H.R. 8159, the ‘‘Department of Energy Organization and Management Improvement Act,’’ passed on a loud voice vote at the end of an eight-hour remote markup, hosted online. Committee leaders praised the bill, which “removes a restriction in the NNSA that inhibited mission-support personnel from working department-wide on behalf of the secretary [and] clarifies that all National Nuclear Security Administration and contractor personnel, as with all other departmental personnel, are responsible to and subject to the authority, direction and control of the secretary of energy,” Rep. Greg Walden (R-Ore.), the committee’s ranking member and a co-sponsor of the legislation, said during the markup.
That means allowing headquarters-based executives, including those in the NNSA general counsel and chief financial officer roles, to do what the secretary of energy wants them to do, Walden said. As part of NNSA’s current semiautonomy, the sub-agency has its own general counsel, procurement, and public affairs staff, among others.
“This maintains all the benefits of NNSA’s structure so the NNSA administrator can focus more on effectively executing his or her operational responsibilities, and serves to ensure the secretary can more effectively be held accountable for all the functions of the department,” Walden said.
Rep. Fred Upton (R-Mich.), the ranking member of the House Energy and Commerce energy subcommittee, urged his colleagues to vote for the legislation. If the bill hadn’t come up for a vote so close to the end of a long meeting, “I’d call for a roll-call vote and make this 53-0,” Upton said.
That makes a strong showing of confidence in GOP support for committee Chairman Frank Pallone’s (D-N.J.) drive to rein in what he again called the “rogue” NNSA.
Pallone has been irked both by last winter’s intra-Energy Department controversy about the NNSA’s budget request — which President Donald Trump resolved in the NNSA’s favor in early January after pressure from influential conservative allies in Congress — as well as the Senate Armed Services Committee’s attempt to give the Pentagon veto power over the secretary of energy’s annual NNSA budget proposal.
Secretary of Energy Dan Brouillette favored requesting a lower budget for NNSA than the roughly $20 billion the White House eventually sought for the agency. NNSA Administrator Lisa Gordon-Hagerty backed the higher request, citing needs uncovered by a year-long study that the agency performed on itself.
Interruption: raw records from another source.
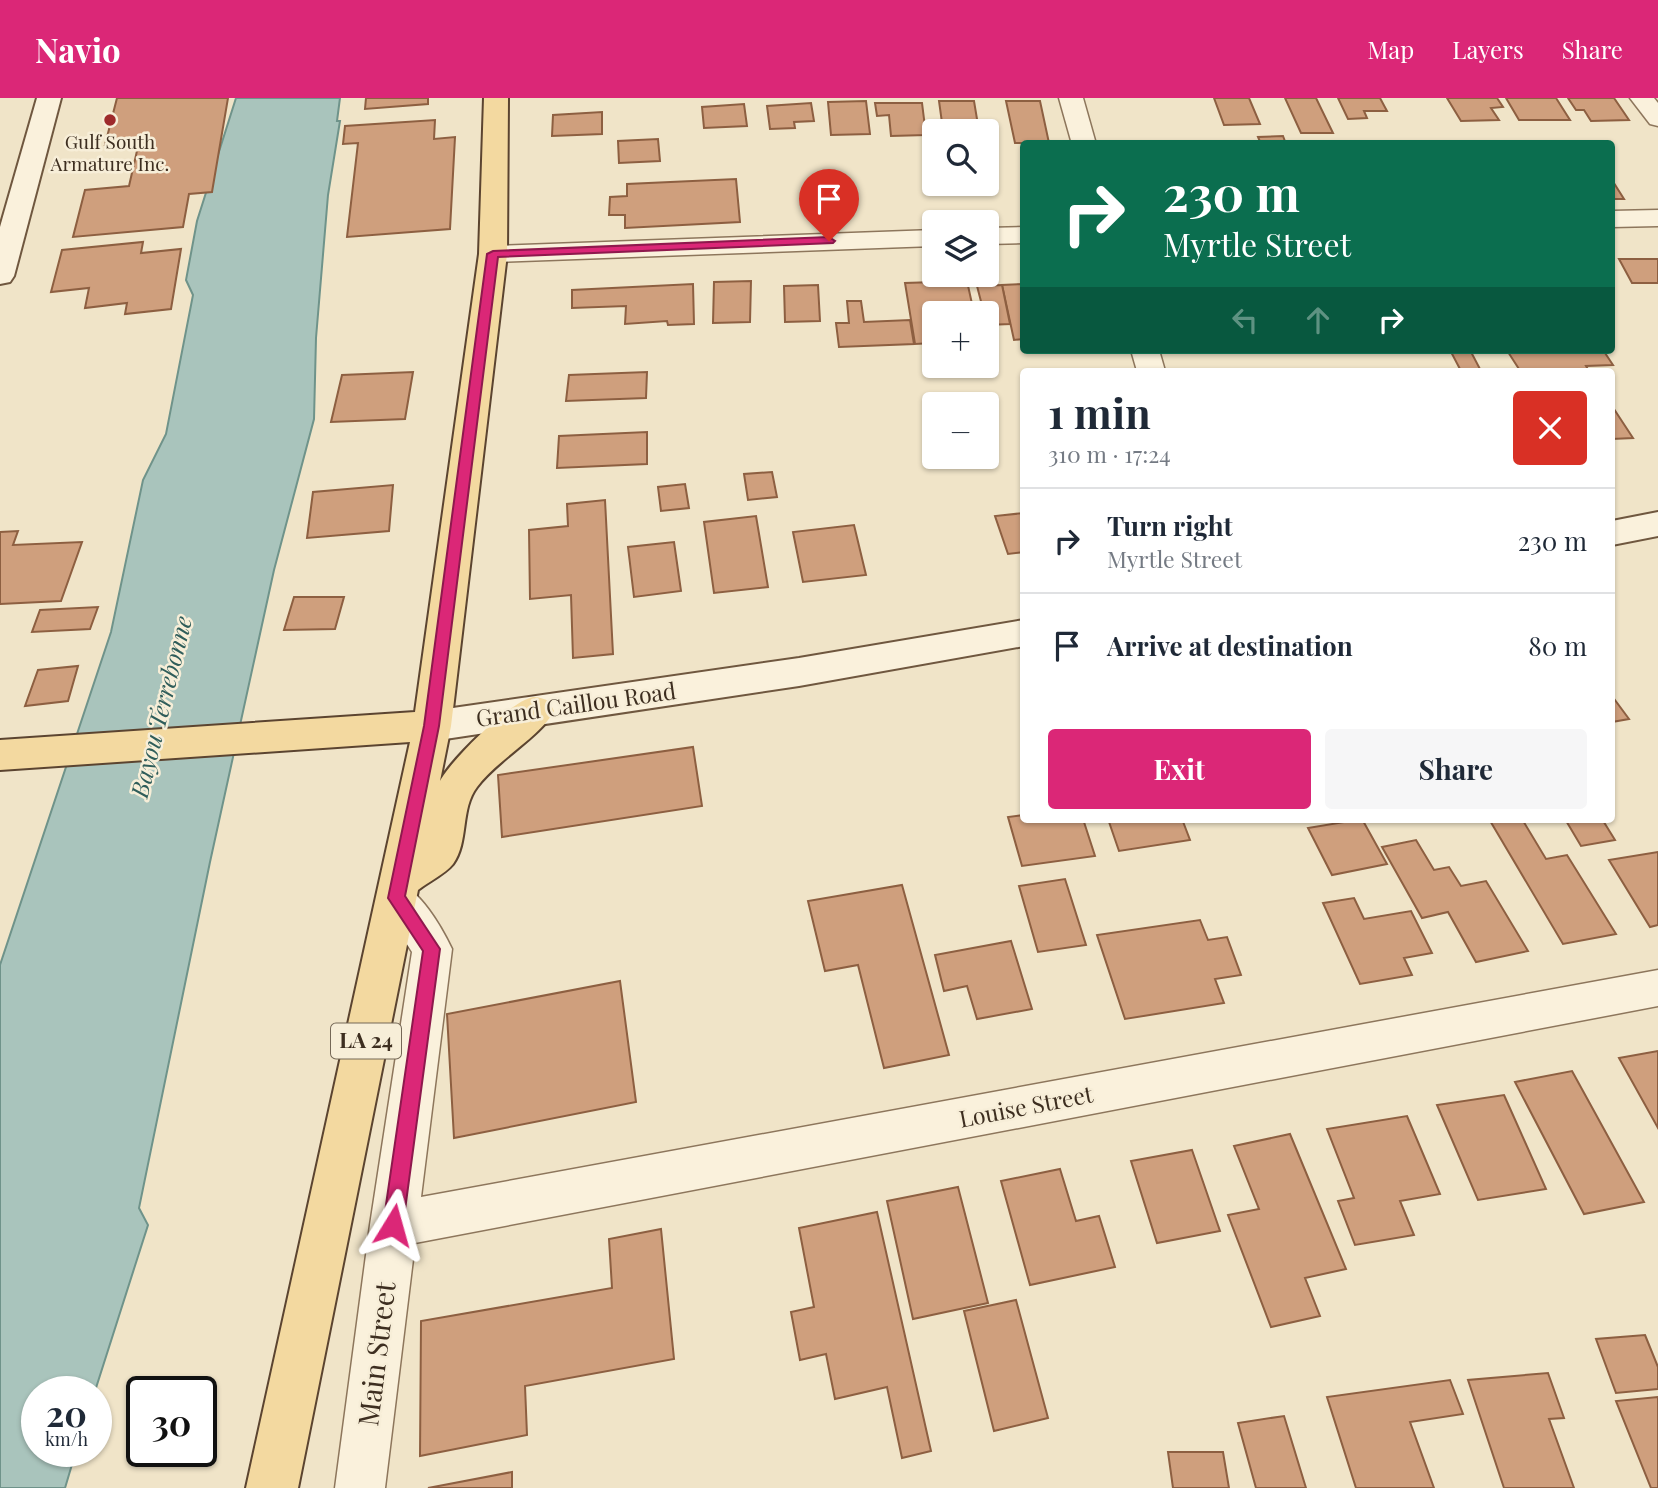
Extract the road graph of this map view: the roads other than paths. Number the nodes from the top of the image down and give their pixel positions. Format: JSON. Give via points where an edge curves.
{"nodes":[{"id":1,"x":49,"y":98,"type":"edge"},
{"id":2,"x":496,"y":98,"type":"edge"},
{"id":3,"x":1071,"y":98,"type":"edge"},
{"id":4,"x":1642,"y":98,"type":"edge"},
{"id":5,"x":1658,"y":119,"type":"edge"},
{"id":6,"x":1083,"y":140,"type":"edge"},
{"id":7,"x":1658,"y":218,"type":"edge"},
{"id":8,"x":1615,"y":219,"type":"edge"},
{"id":9,"x":8,"y":222,"type":"edge"},
{"id":10,"x":1020,"y":235,"type":"edge"},
{"id":11,"x":999,"y":236,"type":"edge"},
{"id":12,"x":922,"y":238,"type":"edge"},
{"id":13,"x":493,"y":254,"type":"junction"},
{"id":14,"x":0,"y":276,"type":"edge"},
{"id":15,"x":1657,"y":525,"type":"edge"},
{"id":16,"x":1615,"y":532,"type":"edge"},
{"id":17,"x":1020,"y":635,"type":"edge"},
{"id":18,"x":536,"y":711,"type":"junction"},
{"id":19,"x":432,"y":726,"type":"junction"},
{"id":20,"x":0,"y":755,"type":"edge"},
{"id":21,"x":398,"y":889,"type":"junction"},
{"id":22,"x":1658,"y":988,"type":"edge"},
{"id":23,"x":393,"y":1225,"type":"junction"},
{"id":24,"x":272,"y":1488,"type":"edge"},
{"id":25,"x":360,"y":1488,"type":"edge"}],
"edges":[{"from":1,"to":9,"type":"main road"},
{"from":2,"to":13,"type":"main road","number":"LA 24"},
{"from":3,"to":6,"type":"street"},
{"from":4,"to":5,"type":"street"},
{"from":7,"to":8,"type":"street"},
{"from":9,"to":14,"type":"main road"},
{"from":10,"to":11,"type":"street"},
{"from":12,"to":13,"type":"street"},
{"from":13,"to":19,"type":"main road","number":"LA 24"},
{"from":15,"to":16,"type":"main road"},
{"from":17,"to":18,"type":"main road","name":"Grand Caillou Road"},
{"from":18,"to":19,"type":"main road","name":"Grand Caillou Road"},
{"from":18,"to":21,"type":"main road","via":[[483,754],[456,786],[438,853]]},
{"from":19,"to":20,"type":"main road","name":"Grand Caillou Road"},
{"from":19,"to":21,"type":"main road","number":"LA 24"},
{"from":21,"to":23,"type":"street","name":"Main Street","via":[[432,949]]},
{"from":21,"to":24,"type":"main road","number":"LA 24"},
{"from":22,"to":23,"type":"street","name":"Louise Street"},
{"from":23,"to":25,"type":"street","name":"Main Street"}]}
The House committee’s just-passed bill “upholds the important longstanding principle of civilian, not military, control over the nuclear weapons stockpile by greater integrating National Nuclear Security Administration personnel under the authority of the Secretary of Energy,” Pallone said Wednesday. “It’s critical that the secretary of energy, regardless of administration, have clear control over this agency that has repeatedly gone rogue in its efforts to undermine these principles and the secretary’s authority over it.”
NNSA headquarters in Washington did not immediately reply to a request for comment on Thursday, but the agency — and Gordon-Hagerty herself — has repeatedly said last winter’s unusually publicized DOE budget debate was only the usual, and appropriate, intra-agency back-and-forth.
“To clear the record, NNSA continues to work in lockstep with the Department of Energy to develop its budget requests and execute its vital national security missions,” Gordon-Hagerty wrote in a statement after the first time Pallone accused the NNSA of going rogue. “There is no daylight between myself and Secretary Brouillette regarding opposition to proposed legislation that would make the Department of Defense the final arbiter of NNSA’s annual budget, thereby violating the Department’s standing as a distinct and equal Cabinet-level agency.”